By ASHLEIGH LIVINGSTON
---- — PLATTSBURGH — Just over a year ago, the AuSable River Campsite boasted 130 campsites, a below-ground swimming pool and an elaborate $10,000 playground.
Today, instead of swimmers, the pool is filled with trash, construction debris and pieces of the adjacent, gutted bathhouse.
And all that remains of the playground, which once attracted children with its wooden pirate ship and castle playhouse, is two lone tether-ball poles.
On Aug. 28, 2011, flood waters from Tropical Storm Irene rushed through the campground, located in the Town of AuSable, quickly transforming it from a vacation destination to real-life devastation.
For owners Bob and Josie Stoeckert, the year since the storm has been a difficult one, as the Ausable River, which reached 15 feet high in some parts of the property, wiped out the water, electrical and septic systems and all but 25 of the campsites.
Everyone, including guests of the campground, was able to escape without physical harm, but Irene cut income production of the property by 80 percent, and in return, left the Stoeckerts with about $200,000 in damages.
“We really haven’t spent money on (rebuilding after) Irene because we don’t have it, and we’re devastated,” Mrs.

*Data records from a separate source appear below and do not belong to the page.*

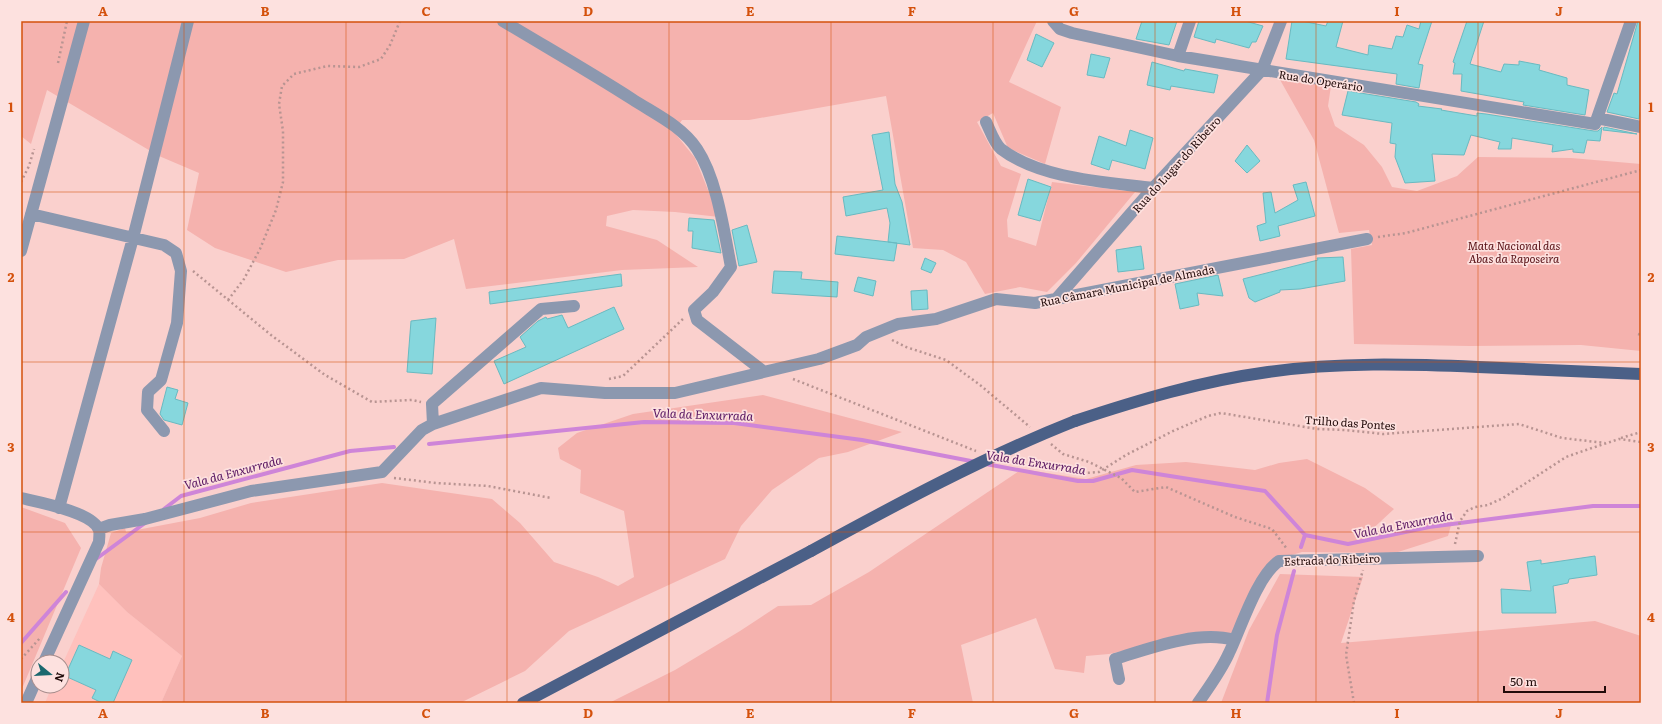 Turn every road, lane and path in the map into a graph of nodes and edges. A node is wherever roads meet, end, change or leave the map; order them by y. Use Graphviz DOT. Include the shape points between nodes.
graph roads {
  1 [pos="67,21"];
  2 [pos="84,21"];
  3 [pos="188,21"];
  4 [pos="400,21"];
  5 [pos="503,21"];
  6 [pos="1053,21"];
  7 [pos="1190,21"];
  8 [pos="1281,21"];
  9 [pos="1631,21"];
  10 [pos="1178,56"];
  11 [pos="56,70"];
  12 [pos="1262,70"];
  13 [pos="1596,121"];
  14 [pos="986,122"];
  15 [pos="1641,127"];
  16 [pos="35,146"];
  17 [pos="1641,170"];
  18 [pos="21,182"];
  19 [pos="1153,188"];
  20 [pos="31,214"];
  21 [pos="133,238"];
  22 [pos="1367,239"];
  23 [pos="21,251"];
  24 [pos="179,265"];
  25 [pos="1057,298"];
  26 [pos="228,300"];
  27 [pos="574,306"];
  28 [pos="694,310"];
  29 [pos="878,332"];
  30 [pos="763,371"];
  31 [pos="1641,374"];
  32 [pos="790,378"];
  33 [pos="602,381"];
  34 [pos="432,404"];
  35 [pos="433,424"];
  36 [pos="1034,430"];
  37 [pos="164,432"];
  38 [pos="1641,432"];
  39 [pos="1045,439"];
  40 [pos="1617,440"];
  41 [pos="1641,442"];
  42 [pos="1605,443"];
  43 [pos="977,451"];
  44 [pos="1007,460"];
  45 [pos="1105,469"];
  46 [pos="382,472"];
  47 [pos="21,498"];
  48 [pos="551,498"];
  49 [pos="59,508"];
  50 [pos="98,529"];
  51 [pos="1458,534"];
  52 [pos="1478,556"];
  53 [pos="1364,558"];
  54 [pos="1295,559"];
  55 [pos="1234,640"];
  56 [pos="48,654"];
  57 [pos="1119,679"];
  58 [pos="523,703"];
  59 [pos="1198,703"];
  60 [pos="1354,703"];
  1 -- 11 [label="path"];
  2 -- 20 [label="street"];
  3 -- 21 [label="street"];
  4 -- 26 [label="path" via="381,59 359,67 327,66 294,74 282,86 279,104 283,131 282,182 276,210 244,279"];
  5 -- 28 [label="street" via="683,131 697,149 708,171 723,224 731,267 713,292"];
  6 -- 10 [label="street, Rua do Operário" via="1060,29 1072,33"];
  7 -- 10 [label="street"];
  8 -- 12 [label="street, Rua do Lugar do Ribeiro"];
  9 -- 13 [label="street"];
  10 -- 12 [label="street, Rua do Operário"];
  12 -- 13 [label="street, Rua do Operário"];
  12 -- 19 [label="street, Rua do Lugar do Ribeiro"];
  13 -- 15 [label="street, Rua do Operário"];
  14 -- 19 [label="street" via="1000,148 1037,169 1083,179"];
  16 -- 18 [label="path"];
  17 -- 22 [label="path" via="1406,233"];
  19 -- 25 [label="street, Rua do Lugar do Ribeiro"];
  20 -- 21 [label="street"];
  20 -- 23 [label="street"];
  21 -- 24 [label="street" via="164,246 176,253"];
  21 -- 49 [label="street"];
  22 -- 25 [label="street, Rua Câmara Municipal de Almada"];
  24 -- 26 [label="path" via="186,264"];
  24 -- 37 [label="street" via="181,271 177,323 161,380 148,392 147,410"];
  25 -- 29 [label="street, Rua Câmara Municipal de Almada" via="1035,303 996,300 936,319 898,324"];
  26 -- 34 [label="path" via="325,375 372,402 412,400"];
  27 -- 34 [label="street" via="541,310"];
  28 -- 30 [label="street" via="697,320"];
  28 -- 33 [label="path" via="666,333 623,376"];
  29 -- 30 [label="street, Rua Câmara Municipal de Almada" via="866,337 857,345 819,359"];
  29 -- 36 [label="path" via="906,348 946,360"];
  30 -- 35 [label="street, Rua Câmara Municipal de Almada" via="675,393 605,393 541,388"];
  31 -- 58 [label="main road, bridge" via="1392,363 1330,366 1268,372 1186,388 1117,407 1075,421 1002,452 900,502"];
  32 -- 43 [label="path"];
  34 -- 35 [label="street"];
  35 -- 46 [label="street, Rua Câmara Municipal de Almada" via="422,430"];
  38 -- 40 [label="path"];
  39 -- 45 [label="path" via="1063,454"];
  40 -- 41 [label="path"];
  40 -- 42 [label="path"];
  42 -- 45 [label="path, Trilho das Pontes" via="1562,438 1519,424 1383,434 1317,429 1221,413 1179,428 1126,455"];
  42 -- 51 [label="path" via="1566,458 1503,498 1467,511 1460,521"];
  44 -- 45 [label="path" via="1045,464 1086,473"];
  45 -- 54 [label="path" via="1121,478 1135,492 1166,487 1235,518 1272,529"];
  46 -- 48 [label="path" via="395,478 488,486"];
  46 -- 50 [label="street" via="251,491"];
  47 -- 49 [label="street"];
  49 -- 50 [label="street" via="90,520"];
  50 -- 56 [label="street" via="100,542"];
  52 -- 53 [label="street, Estrada do Ribeiro"];
  53 -- 54 [label="street, Estrada do Ribeiro"];
  53 -- 60 [label="path" via="1364,570 1354,601 1346,655"];
  54 -- 55 [label="street, Estrada do Ribeiro" via="1279,561 1272,566 1262,580"];
  55 -- 57 [label="street" via="1222,637 1153,647 1115,660"];
  55 -- 59 [label="street, Estrada do Ribeiro" via="1215,679"];
}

Stoeckert said.
INELIGIBLE FOR FEMA
Though the Federal Emergency Management Agency has released more than $1.5 million in funds to individuals in Clinton County whose homes were damaged in the natural disaster, the Stoeckerts were ineligible for that assistance because it was their business and not their residence that was affected.
The couple did receive $10,000 of a $20,000 Business Flood Recovery Grant from Empire State Development but have not utilized it yet.
In order to obtain the rest of the grant, Mr. Stoeckert said, they must first complete repairs to the property.
Damages to just the bathhouse, which is now covered by the graffiti of vandals, total $50,000.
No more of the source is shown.